Bruxelles, 28 Mai 2019
Le 21 mai dernier, lors de l’audience finale du procès à l’encontre des participants à la campagne de soutien au quotidien Özgür Gündem, Eren Keskin, défenseure des droits humains et co-présidente de l’Association des droits de l’homme, Insan Hakları Derneği (IHD), a été condamnée à trois ans et neuf mois d’emprisonnement pour « propagande en faveur d’une organisation terroriste » et « incitation publique au crime ».
Cette condamnation est loin d’être un cas isolé : dans tout le pays, des milliers de militants de la société civile qui luttent pour le respect des droits humains et les libertés fondamentales sont visés par la magistrature, qui agit comme une extension du pouvoir exécutif. EuroMed Droits condamne fermement le harcèlement judiciaire dirigé contre Mme Keskin et ses collègues.

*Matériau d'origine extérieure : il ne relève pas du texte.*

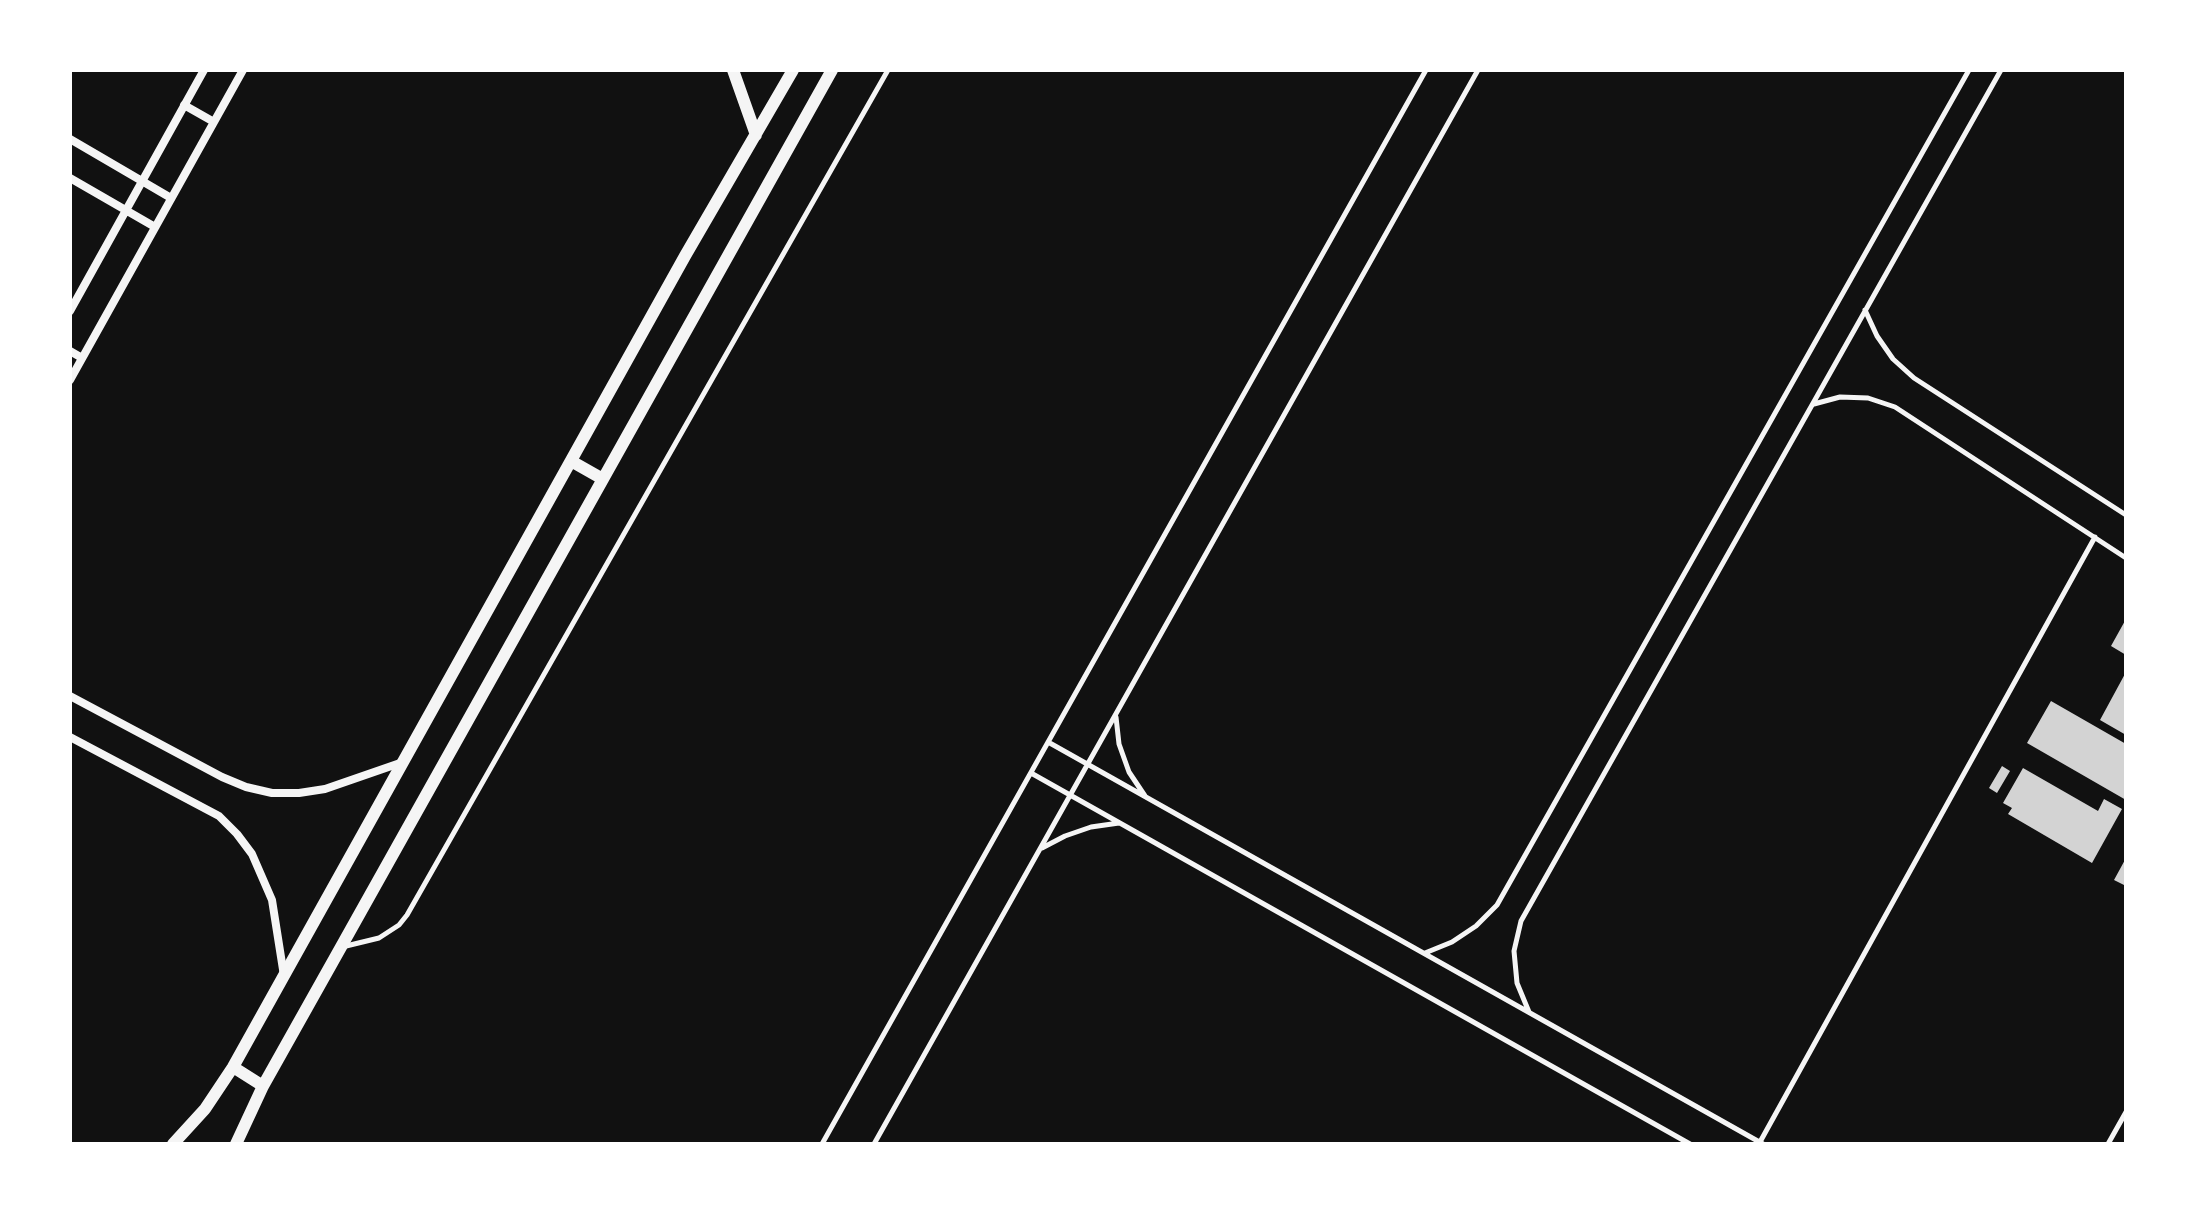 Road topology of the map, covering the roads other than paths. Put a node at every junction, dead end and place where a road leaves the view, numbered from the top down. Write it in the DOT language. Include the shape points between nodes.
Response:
graph roads {
  1 [pos="204,70"];
  2 [pos="243,70"];
  3 [pos="733,70"];
  4 [pos="793,70"];
  5 [pos="832,70"];
  6 [pos="888,70"];
  7 [pos="1426,70"];
  8 [pos="1478,70"];
  9 [pos="1969,70"];
  10 [pos="2001,70"];
  11 [pos="184,105"];
  12 [pos="214,122"];
  13 [pos="756,135"];
  14 [pos="70,139"];
  15 [pos="70,178"];
  16 [pos="142,181"];
  17 [pos="171,198"];
  18 [pos="126,210"];
  19 [pos="155,227"];
  20 [pos="1865,310"];
  21 [pos="70,311"];
  22 [pos="70,351"];
  23 [pos="82,358"];
  24 [pos="70,380"];
  25 [pos="1813,404"];
  26 [pos="571,461"];
  27 [pos="601,478"];
  28 [pos="2126,515"];
  29 [pos="2095,537"];
  30 [pos="2126,558"];
  31 [pos="70,696"];
  32 [pos="1116,715"];
  33 [pos="70,737"];
  34 [pos="1048,742"];
  35 [pos="404,761"];
  36 [pos="1088,764"];
  37 [pos="1031,773"];
  38 [pos="1070,795"];
  39 [pos="1146,797"];
  40 [pos="1119,823"];
  41 [pos="1041,848"];
  42 [pos="341,947"];
  43 [pos="1425,953"];
  44 [pos="284,976"];
  45 [pos="1529,1012"];
  46 [pos="233,1067"];
  47 [pos="263,1086"];
  48 [pos="2126,1112"];
  49 [pos="877,1143"];
  50 [pos="1762,1143"];
  51 [pos="173,1144"];
  52 [pos="236,1144"];
  53 [pos="822,1144"];
  54 [pos="1690,1144"];
  55 [pos="2108,1144"];
  1 -- 11 [label="street"];
  2 -- 12 [label="street"];
  3 -- 13 [label="street"];
  4 -- 13 [label="street"];
  5 -- 27 [label="street"];
  6 -- 42 [label="lane" via="407,915 379,938"];
  7 -- 34 [label="lane"];
  8 -- 32 [label="lane"];
  9 -- 43 [label="lane" via="1497,905 1476,926"];
  10 -- 20 [label="lane"];
  11 -- 12 [label="street"];
  11 -- 16 [label="street"];
  12 -- 17 [label="street"];
  13 -- 26 [label="street"];
  14 -- 16 [label="street"];
  15 -- 18 [label="street"];
  16 -- 17 [label="street"];
  16 -- 18 [label="street"];
  17 -- 19 [label="street"];
  18 -- 19 [label="street"];
  18 -- 21 [label="street"];
  19 -- 23 [label="street"];
  20 -- 25 [label="lane"];
  20 -- 28 [label="lane" via="1893,359 1914,378"];
  22 -- 23 [label="street"];
  23 -- 24 [label="street"];
  25 -- 29 [label="lane" via="1840,397 1868,398 1895,407"];
  25 -- 45 [label="lane" via="1521,921 1514,951 1517,983"];
  26 -- 27 [label="street"];
  26 -- 35 [label="street"];
  27 -- 42 [label="street"];
  29 -- 30 [label="lane"];
  29 -- 50 [label="lane"];
  31 -- 35 [label="street" via="222,777 272,793 325,789"];
  32 -- 36 [label="lane"];
  32 -- 39 [label="lane" via="1129,772"];
  33 -- 44 [label="street" via="219,816 237,834 272,900"];
  34 -- 36 [label="lane"];
  34 -- 37 [label="lane"];
  35 -- 44 [label="street"];
  36 -- 38 [label="lane"];
  36 -- 39 [label="lane"];
  37 -- 38 [label="lane"];
  37 -- 53 [label="lane"];
  38 -- 40 [label="lane"];
  38 -- 41 [label="lane"];
  39 -- 43 [label="lane"];
  40 -- 41 [label="lane" via="1091,827"];
  40 -- 54 [label="lane"];
  41 -- 49 [label="lane"];
  42 -- 47 [label="street"];
  43 -- 45 [label="lane"];
  44 -- 46 [label="street"];
  45 -- 50 [label="lane"];
  46 -- 47 [label="street"];
  46 -- 51 [label="street"];
  47 -- 52 [label="street"];
  48 -- 55 [label="lane"];
}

Mme Keskin, avocate au barreau d’Istanbul et co-fondatrice d’un projet fournissant une aide juridique aux femmes qui ont été violées ou harcelées sexuellement lors de leur garde à vue, s’est fréquemment prononcée contre la violence à l’égard des femmes et la discrimination à l’égard des minorités. En représailles à son travail pour la défense des droits humains, Eren Keskin est depuis trente ans la cible de nombreux actes de persécution et de harcèlement, y inclus des attaques physiques.
En 2016, dans un contexte d’aggravation de la situation des défenseurs des droits humains dans le pays, elle s’était montrée solidaire du quotidien Özgür Gündem, aujourd’hui fermé. En raison de son soutien et de son rôle en tant que « rédactrice en chef » du quotidien, 129 affaires ont été intentées contre elle devant les tribunaux turcs. Sa condamnation est emblématique d’une plus vaste répression des droits humains et des libertés fondamentales en Turquie.

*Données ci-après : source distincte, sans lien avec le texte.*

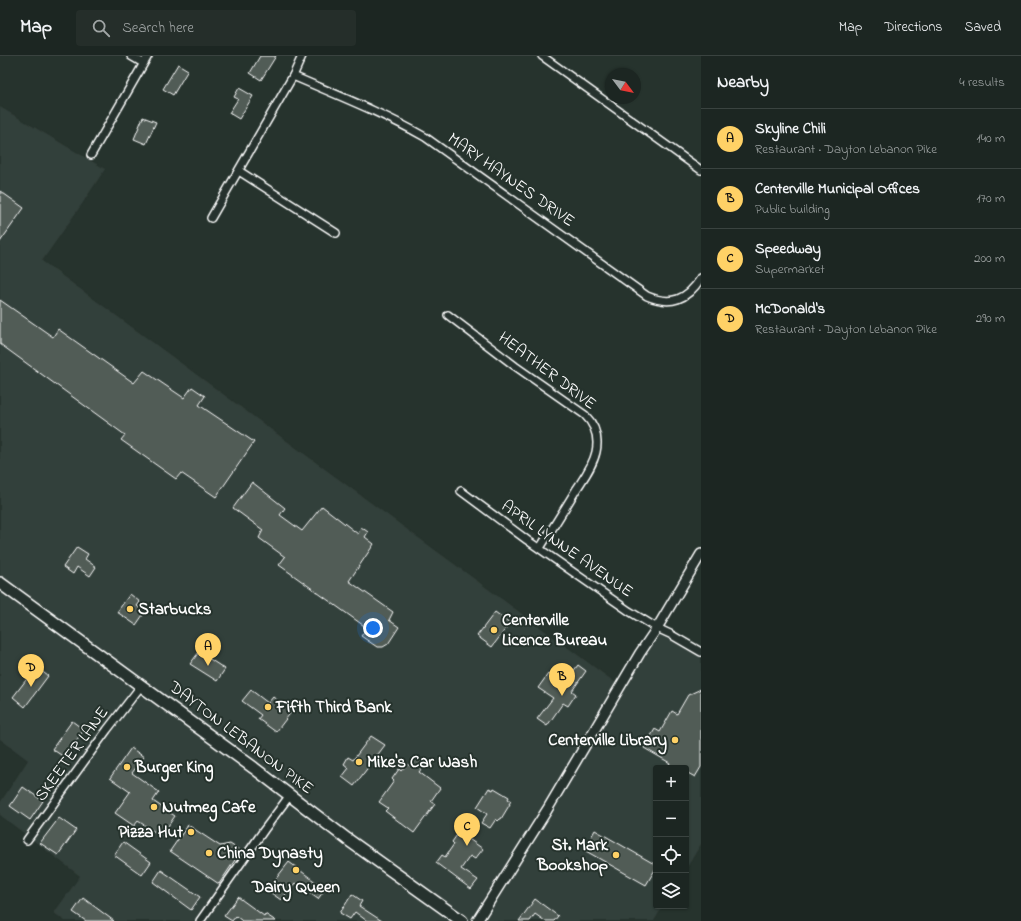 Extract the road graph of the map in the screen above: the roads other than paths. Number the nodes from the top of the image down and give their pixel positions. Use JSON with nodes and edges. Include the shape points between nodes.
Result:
{"nodes":[{"id":1,"x":131,"y":56,"type":"edge"},
{"id":2,"x":148,"y":56,"type":"edge"},
{"id":3,"x":302,"y":56,"type":"edge"},
{"id":4,"x":542,"y":56,"type":"edge"},
{"id":5,"x":143,"y":63,"type":"junction"},
{"id":6,"x":293,"y":76,"type":"junction"},
{"id":7,"x":91,"y":155,"type":"dead end"},
{"id":8,"x":701,"y":170,"type":"edge"},
{"id":9,"x":239,"y":171,"type":"junction"},
{"id":10,"x":211,"y":218,"type":"dead end"},
{"id":11,"x":336,"y":234,"type":"dead end"},
{"id":12,"x":701,"y":278,"type":"edge"},
{"id":13,"x":448,"y":315,"type":"dead end"},
{"id":14,"x":461,"y":491,"type":"dead end"},
{"id":15,"x":540,"y":548,"type":"junction"},
{"id":16,"x":701,"y":554,"type":"edge"},
{"id":17,"x":0,"y":583,"type":"edge"},
{"id":18,"x":657,"y":628,"type":"junction"},
{"id":19,"x":701,"y":652,"type":"edge"},
{"id":20,"x":142,"y":686,"type":"junction"},
{"id":21,"x":290,"y":795,"type":"junction"},
{"id":22,"x":27,"y":840,"type":"dead end"},
{"id":23,"x":200,"y":921,"type":"edge"},
{"id":24,"x":462,"y":921,"type":"edge"},
{"id":25,"x":477,"y":921,"type":"edge"}],
"edges":[{"from":1,"to":5,"type":"street"},
{"from":2,"to":5,"type":"street"},
{"from":3,"to":6,"type":"street"},
{"from":4,"to":8,"type":"street"},
{"from":5,"to":7,"type":"street"},
{"from":6,"to":9,"type":"street"},
{"from":6,"to":12,"type":"street","name":"MARY HAYNES DRIVE","via":[[383,115],[425,137],[648,296],[657,300],[675,300],[690,292]]},
{"from":9,"to":10,"type":"street"},
{"from":9,"to":11,"type":"street"},
{"from":13,"to":15,"type":"street","name":"HEATHER DRIVE","via":[[585,415],[593,426],[597,440],[593,459]]},
{"from":14,"to":15,"type":"street","name":"APRIL LYNNE AVENUE"},
{"from":15,"to":18,"type":"street","name":"APRIL LYNNE AVENUE"},
{"from":16,"to":18,"type":"street"},
{"from":17,"to":20,"type":"main road","name":"DAYTON LEBANON PIKE"},
{"from":18,"to":19,"type":"street","name":"APRIL LYNNE AVENUE"},
{"from":18,"to":25,"type":"street"},
{"from":20,"to":21,"type":"main road","name":"DAYTON LEBANON PIKE"},
{"from":20,"to":22,"type":"street","name":"SKEETER LANE"},
{"from":21,"to":23,"type":"street"},
{"from":21,"to":24,"type":"main road","name":"DAYTON LEBANON PIKE","via":[[347,840]]}]} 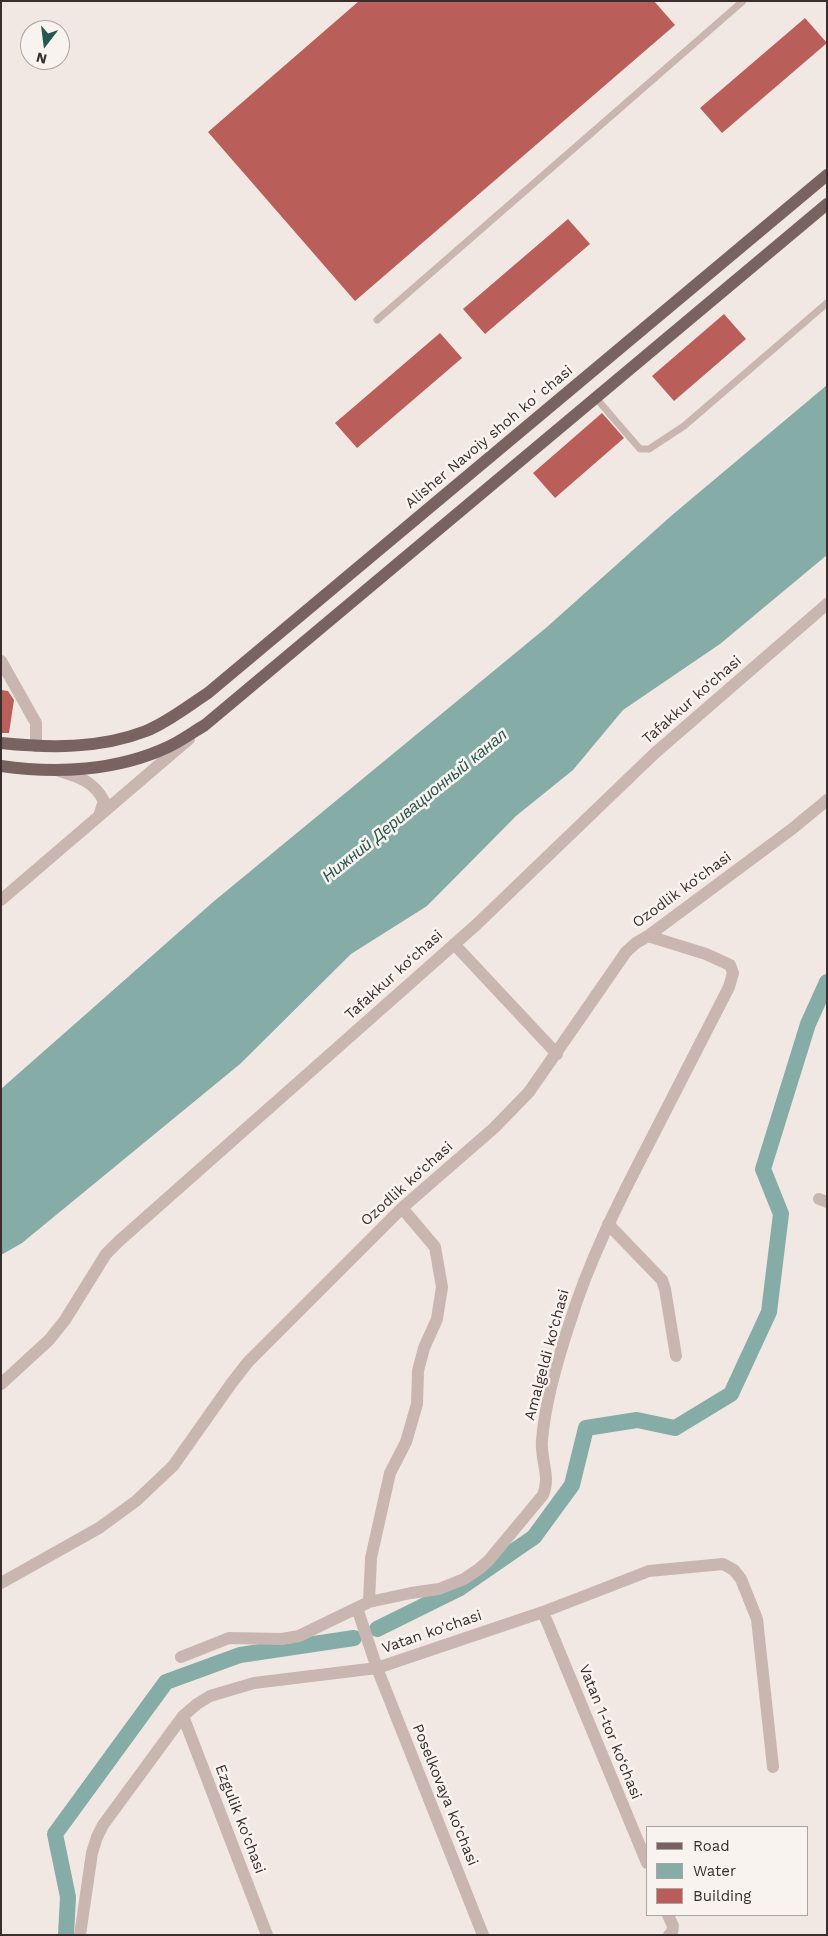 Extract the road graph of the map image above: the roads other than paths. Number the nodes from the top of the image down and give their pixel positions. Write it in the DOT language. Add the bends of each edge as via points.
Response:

Malgré la levée de l’état d’urgence en juillet dernier, la répression de la société civile en Turquie se poursuit sans relâche, affectant toute la société civile, dans un contexte d’abus flagrant du pouvoir judiciaire, utilisé de plus en plus pour faire taire le mouvement pour les droits humains dans le pays.
EuroMed Droits appelle les autorités turques à respecter les obligations qui leur incombent en vertu des traités internationaux, de la Convention européenne des droits de l’Homme et de la Constitution turque ; à mettre fin à la répression des voix critiques ainsi qu’à la persécution des défenseurs des droits humains ; à libérer toutes les personnes détenues pour avoir pacifiquement exprimé leurs opinions.
Note à l’éditeur :
La campagne de solidarité envers le quotidien Özgür Gündem a débuté le 3 mai 2016 et s’est terminée le 7 août 2016. Ce journal a été fermé suite au décret-loi n°675, adopté durant l’état d’urgence.
En mars 2019, Mme Keskin a été condamnée à sept ans et demi de prison pour avoir « insulté le Président et les institutions de l’État » à la suite de trois reportages publiés dans le journal en 2015. Le 3 juillet prochain, elle sera à nouveau jugée devant la 23ème Haute Cour Pénale d’Istanbul dans le cadre du procès principal à l’encontre d’Özgür Gündem.